Scott E. Novotney
PhD Candidate, Dept. of Computer Science


  About Me:
My work with transcribing Egyptian revolution audio tweets made it to the Language Log.

I am interested in low-resource automatic speech recognition. Current state-of-the-art LVCSR systems require hundreds of hours of in-domain audio transcription for acceptable system performance. I want to lower this barrier to entry to more cheaply and quickly deploy speech recognition systems.

I like to think I'm a good empiricist, designing the right question whose answer will uncover the underlying cause.

I'm originally from Tacoma, Washington and hope to move back one day, but Baltimore has been my home since 2003.

  • PhD Computer Science, Johns Hopkins University (2009 - Now)
  • MsE Computer Science, Johns Hopkins University (2006-2008)
  • BA Mathematics, Johns Hopkins University (2003-2006)
  Research Interests:
Speech Recognition, Semi-Supervised Machine Learning, Extracting useful information from errorful output

Semi-supervised methods like self-training require robust models. If we are to bootstrap speech systems from small amounts of training data, both the acoustic and language model need to reliably improve from errorful automatically labeled data. While acoustic models are incredibly robust and work well with self-training, current LVCSR language models are the exact opposite.

I am interested in creating robust language models which can improve with large amounts of errorful automatically labeled words. This will require a rethinking of the simple n-gram approach and also to no longer trust words as truth, but evidence. In-domain speech transcriptions are most definitely not 'free' while huge quantities of audio are.

In addition to my main thesis topic, I am also curious about how to work with orders of magnitude more speech data, named entity extraction, using Mechanical Turk to cheaply create training data and information extraction from errorful data. In a previous life I studied pure math, but gave up after being scooped by Euler over 300 years ago.
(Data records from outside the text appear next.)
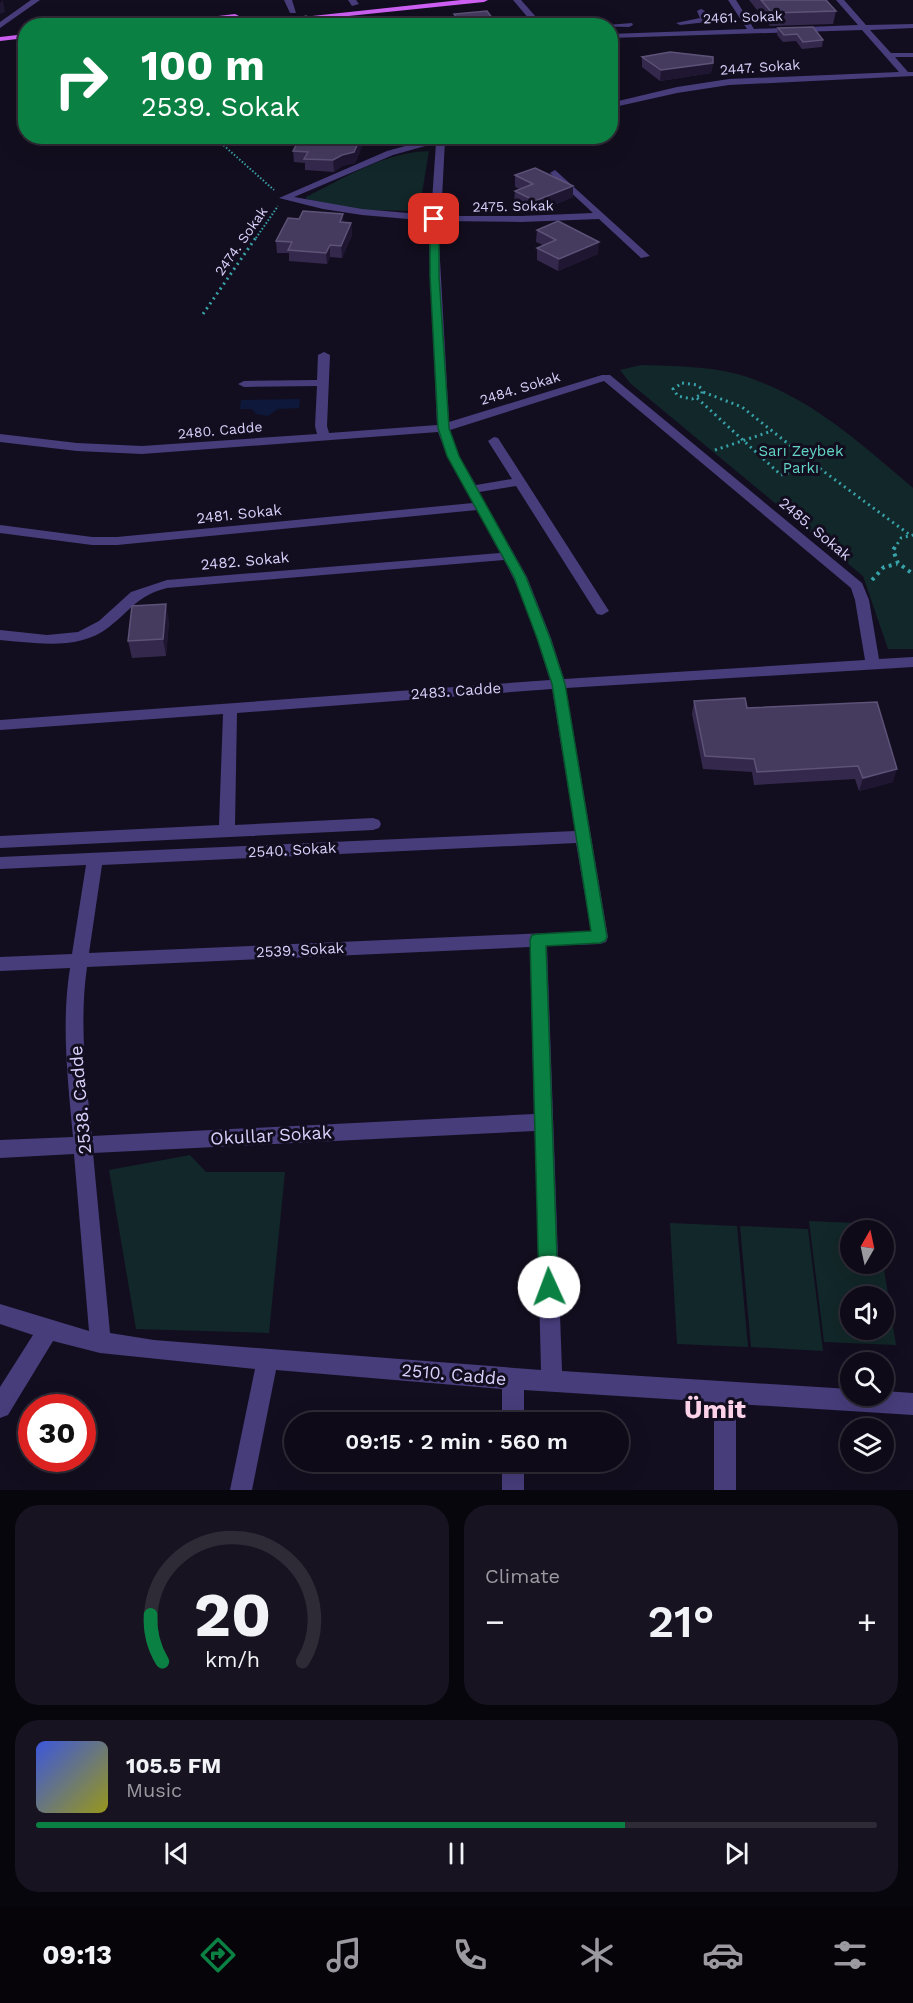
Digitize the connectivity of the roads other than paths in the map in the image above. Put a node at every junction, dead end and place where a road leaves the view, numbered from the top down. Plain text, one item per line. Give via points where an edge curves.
1 (36, 0) edge
2 (288, 0) edge
3 (396, 0) edge
4 (484, 0) edge
5 (517, 0) edge
6 (732, 0) edge
7 (840, 0) edge
8 (353, 2) edge
9 (293, 11) junction
10 (701, 11) dead end
11 (614, 14) dead end
12 (221, 18) edge
13 (303, 18) edge
14 (533, 18) edge
15 (615, 18) edge
16 (675, 23) dead end
17 (640, 24) dead end
18 (618, 25) edge
19 (0, 26) edge
20 (913, 26) edge
21 (865, 27) junction
22 (751, 30) junction
23 (618, 36) edge
24 (18, 37) edge
25 (0, 39) edge
26 (18, 45) edge
27 (0, 46) edge
28 (889, 55) junction
29 (913, 55) edge
30 (909, 74) edge
31 (618, 103) edge
32 (423, 144) edge
33 (441, 144) edge
34 (555, 173) dead end
35 (601, 216) junction
36 (434, 219) junction
37 (645, 256) dead end
38 (324, 355) dead end
39 (606, 377) joint
40 (323, 383) junction
41 (244, 384) dead end
42 (443, 428) junction
43 (324, 437) junction
44 (0, 438) edge
45 (494, 441) dead end
46 (518, 482) junction
47 (471, 490) junction
48 (481, 506) junction
49 (0, 529) edge
50 (509, 556) junction
51 (602, 610) dead end
52 (0, 635) edge
53 (913, 662) edge
54 (873, 665) junction
55 (558, 684) junction
56 (230, 709) junction
57 (0, 725) edge
58 (373, 824) dead end
59 (227, 831) junction
60 (583, 837) junction
61 (0, 843) edge
62 (95, 859) junction
63 (0, 863) edge
64 (538, 940) junction
65 (80, 960) junction
66 (0, 964) edge
67 (542, 1122) junction
68 (84, 1145) junction
69 (0, 1149) edge
70 (0, 1314) edge
71 (48, 1330) junction
72 (100, 1343) junction
73 (268, 1359) junction
74 (513, 1379) junction
75 (552, 1381) junction
76 (725, 1392) junction
77 (913, 1404) edge
78 (0, 1407) edge
79 (513, 1412) edge
80 (513, 1472) edge
81 (241, 1490) edge
82 (513, 1490) edge
83 (725, 1490) edge

1 - 19 street
2 - 9 street
3 - 8 main road
4 - 13 main road
5 - 14 street
6 - 22 street
7 - 21 street
8 - 9 main road
9 - 12 main road
10 - 16 street via 704,20
11 - 15 street
17 - 18 street
20 - 21 street, 2461. Sokak
21 - 22 street, 2461. Sokak
21 - 28 street
22 - 23 street, 2461. Sokak
24 - 25 main road
26 - 27 main road
28 - 29 street
28 - 30 street
30 - 31 street, 2447. Sokak via 729,82
32 - 36 street, 2475. Sokak via 390,153 284,198 365,213
33 - 36 street
34 - 35 street
35 - 36 street, 2475. Sokak
35 - 37 street
36 - 42 street
38 - 40 street
39 - 42 street, 2484. Sokak
39 - 54 street, 2485. Sokak via 857,586
40 - 41 street
40 - 43 street
42 - 43 street, 2480. Cadde
42 - 47 street
43 - 44 street, 2480. Cadde via 142,450
45 - 46 street
46 - 47 street
46 - 51 street
47 - 48 street
48 - 49 street, 2481. Sokak via 117,541
48 - 50 street
50 - 52 street, 2482. Sokak via 167,584 132,597 93,631 53,640
50 - 55 street via 531,604
53 - 54 street, 2483. Cadde
54 - 55 street, 2483. Cadde
55 - 56 street, 2483. Cadde
55 - 60 street
56 - 57 street, 2483. Cadde
56 - 59 street
58 - 59 street
59 - 61 street
60 - 62 street, 2540. Sokak
60 - 64 street, 2539. Sokak via 600,937
62 - 63 street, 2540. Sokak
62 - 65 street, 2538. Cadde
64 - 65 street, 2539. Sokak
64 - 67 street
65 - 66 street, 2539. Sokak
65 - 68 street, 2538. Cadde via 74,1041
67 - 68 street, Okullar Sokak
67 - 75 street
68 - 69 street, Okullar Sokak
68 - 72 street, 2538. Cadde
70 - 71 street, 2510. Cadde
71 - 72 street, 2510. Cadde
71 - 78 street
72 - 73 street, 2510. Cadde
73 - 74 street, 2510. Cadde
73 - 81 street
74 - 75 street, 2510. Cadde
74 - 79 street
75 - 76 street, 2510. Cadde
76 - 77 street, 2510. Cadde
76 - 83 street
80 - 82 street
  Publications and Presentations:


  • Semi-Supervised Methods for Improving Keyword Search of Unseen Terms
    Scott Novotney, Ivan Bulyko, Rich Schwartz, Sanjeev Khudanpur, Owen Kimball (2012)
    Interspeech 2012, Portland, Oregon
    [ pdf
  • Unsupervised Arabic Dialect Adaptation with Self-Training
    Scott Novotney, Rich Schwartz, Sanjeev Khudanpur (2011)
    Interspeech 2011, Florence, Italy
    [ pdf
  • Crowdsourced Accessibility: Elicitation of Wikipedia Articles
    Scott Novotney, Chris Callison-Burch (2010)
    Mechanical Turk Workshop, Los Angeles, USA
    [ pdf | slides
  • Cheap, Fast and Good Enough: Automatic Speech Recognition with Non-Expert Transcription
    Scott Novotney, Chris Callison-Burch (2010)
    Proceedings of NAACL, Los Angeles, USA
    [ pdf | poster
  • Analysis of Low-Resource Acoustic Model Self-Training
    Scott Novotney, Richard Schwartz (2009)
    In Proceedings of Interspeech, Brighton, England
    [ pdf | poster
  • Unsupervised acoustic and language model training with small amounts of labelled data
    Scott Novotney, Richard Schwartz, Jeff Ma (2009)
    In Proceedings of ICASSP, Taipai, Taiwan
    [ pdf | poster

Invited Talks

  • Factors Affecting ASR Model Self-Training, University of Cambridge, MIL Speech Seminar, Sept. 1st, 2009. [ slides ]
  • What to do with 10,000 hours of speech?, PIRE Meeting, Uppsala, Sweden, July 15, 2010 [ slides ]
  Work Experience: 
  • Staff Scientist, BBN Technologies (2008 - 2009) I worked at the JHU Human Language Technology Center of Excellence on low-resource speech recognition.
  • Summer Intern, BBN Technologies (Summer 2007) I spent the summer in Cambridge, MA working on named entity extraction from converational speech.
  • Summer Intern, BBN Technologies (Summer 2006) This was my first experience with NLP, creating named entity training data, designing annotation guidelines and running experiments.

  Other Interests:

I've stood in North Korea, sidstepped a British cow next to Hadrian's Wall and hid from the sun under a Roman aqueduct in Segovia, Spain. In other words, I really like travelling. If I ever meet you at a conference, I'm always up for an excursion.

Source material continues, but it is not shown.